━━━━━ SOURCE DATA ━━━━━
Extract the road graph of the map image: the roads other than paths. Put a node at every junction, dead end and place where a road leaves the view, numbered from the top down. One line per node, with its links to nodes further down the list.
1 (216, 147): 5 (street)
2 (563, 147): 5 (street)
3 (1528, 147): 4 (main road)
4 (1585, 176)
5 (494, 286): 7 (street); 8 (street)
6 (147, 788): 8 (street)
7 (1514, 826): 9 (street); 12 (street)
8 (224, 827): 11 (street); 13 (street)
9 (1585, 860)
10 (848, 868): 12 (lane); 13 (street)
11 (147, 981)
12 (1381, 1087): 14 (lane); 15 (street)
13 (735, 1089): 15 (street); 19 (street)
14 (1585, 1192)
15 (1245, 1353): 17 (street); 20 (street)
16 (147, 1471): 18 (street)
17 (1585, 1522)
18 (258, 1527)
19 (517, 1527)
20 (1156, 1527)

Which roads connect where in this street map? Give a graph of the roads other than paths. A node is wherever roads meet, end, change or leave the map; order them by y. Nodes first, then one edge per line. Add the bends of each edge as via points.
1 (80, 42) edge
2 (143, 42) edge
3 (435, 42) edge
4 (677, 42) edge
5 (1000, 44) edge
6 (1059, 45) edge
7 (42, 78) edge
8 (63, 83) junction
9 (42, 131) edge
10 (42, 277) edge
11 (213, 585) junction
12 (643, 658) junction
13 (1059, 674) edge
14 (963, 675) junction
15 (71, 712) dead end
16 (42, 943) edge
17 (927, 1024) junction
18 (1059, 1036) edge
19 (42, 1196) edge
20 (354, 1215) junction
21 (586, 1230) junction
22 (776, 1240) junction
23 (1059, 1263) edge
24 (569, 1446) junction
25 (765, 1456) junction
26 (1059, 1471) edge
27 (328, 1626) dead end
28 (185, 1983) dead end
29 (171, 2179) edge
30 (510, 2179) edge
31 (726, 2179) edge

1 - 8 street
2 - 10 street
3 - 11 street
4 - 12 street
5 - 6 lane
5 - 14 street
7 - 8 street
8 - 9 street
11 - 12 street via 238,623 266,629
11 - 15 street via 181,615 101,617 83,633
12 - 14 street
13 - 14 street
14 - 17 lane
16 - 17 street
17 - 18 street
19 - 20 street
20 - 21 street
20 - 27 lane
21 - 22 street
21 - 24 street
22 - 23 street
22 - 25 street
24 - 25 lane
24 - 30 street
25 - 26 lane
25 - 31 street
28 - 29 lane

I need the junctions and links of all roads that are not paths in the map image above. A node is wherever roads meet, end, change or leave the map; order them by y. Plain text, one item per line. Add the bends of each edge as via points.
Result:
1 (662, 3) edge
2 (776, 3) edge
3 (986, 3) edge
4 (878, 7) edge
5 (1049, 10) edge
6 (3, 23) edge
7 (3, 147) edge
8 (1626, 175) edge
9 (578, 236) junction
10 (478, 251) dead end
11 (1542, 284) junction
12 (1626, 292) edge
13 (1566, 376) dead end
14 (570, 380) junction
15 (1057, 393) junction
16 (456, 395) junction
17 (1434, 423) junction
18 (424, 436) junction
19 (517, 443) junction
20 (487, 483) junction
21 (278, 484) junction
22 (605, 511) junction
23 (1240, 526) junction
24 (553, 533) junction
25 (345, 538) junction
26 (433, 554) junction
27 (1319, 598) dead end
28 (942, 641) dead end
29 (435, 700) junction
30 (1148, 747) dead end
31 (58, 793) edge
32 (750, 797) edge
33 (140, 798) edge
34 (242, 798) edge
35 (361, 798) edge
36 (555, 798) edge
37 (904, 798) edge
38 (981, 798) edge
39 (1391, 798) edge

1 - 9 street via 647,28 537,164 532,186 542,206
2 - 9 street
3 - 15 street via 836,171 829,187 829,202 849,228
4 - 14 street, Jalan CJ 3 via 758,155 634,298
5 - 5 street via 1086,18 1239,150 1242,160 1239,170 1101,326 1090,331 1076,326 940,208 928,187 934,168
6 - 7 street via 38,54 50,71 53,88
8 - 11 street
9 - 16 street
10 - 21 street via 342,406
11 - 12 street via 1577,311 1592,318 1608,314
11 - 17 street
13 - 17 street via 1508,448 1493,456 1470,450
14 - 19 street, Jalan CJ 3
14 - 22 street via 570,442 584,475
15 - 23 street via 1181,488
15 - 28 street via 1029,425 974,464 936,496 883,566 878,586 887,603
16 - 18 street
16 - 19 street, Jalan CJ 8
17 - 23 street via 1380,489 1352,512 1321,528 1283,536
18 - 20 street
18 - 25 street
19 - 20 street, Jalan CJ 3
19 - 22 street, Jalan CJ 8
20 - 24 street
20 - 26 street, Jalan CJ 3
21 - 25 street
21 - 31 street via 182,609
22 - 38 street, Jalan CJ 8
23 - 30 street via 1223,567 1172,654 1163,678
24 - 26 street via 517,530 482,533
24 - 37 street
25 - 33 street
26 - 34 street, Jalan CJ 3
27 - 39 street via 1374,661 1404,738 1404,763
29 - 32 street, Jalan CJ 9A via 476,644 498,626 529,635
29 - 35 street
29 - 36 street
━━━━━
Throughout the data above, copy all lines where the word "than" is found.

Extract the road graph of the map image: the roads other than paths. Put a node at every junction, dead end and place where a road leaves the view, numbered from the top down. One line per node, with its links to nodes further down the list.
Which roads connect where in this street map? Give a graph of the roads other than paths. A node is wherever roads meet, end, change or leave the map; order them by y. Nodes first, then one edge per line. Add the bends of each edge as via points.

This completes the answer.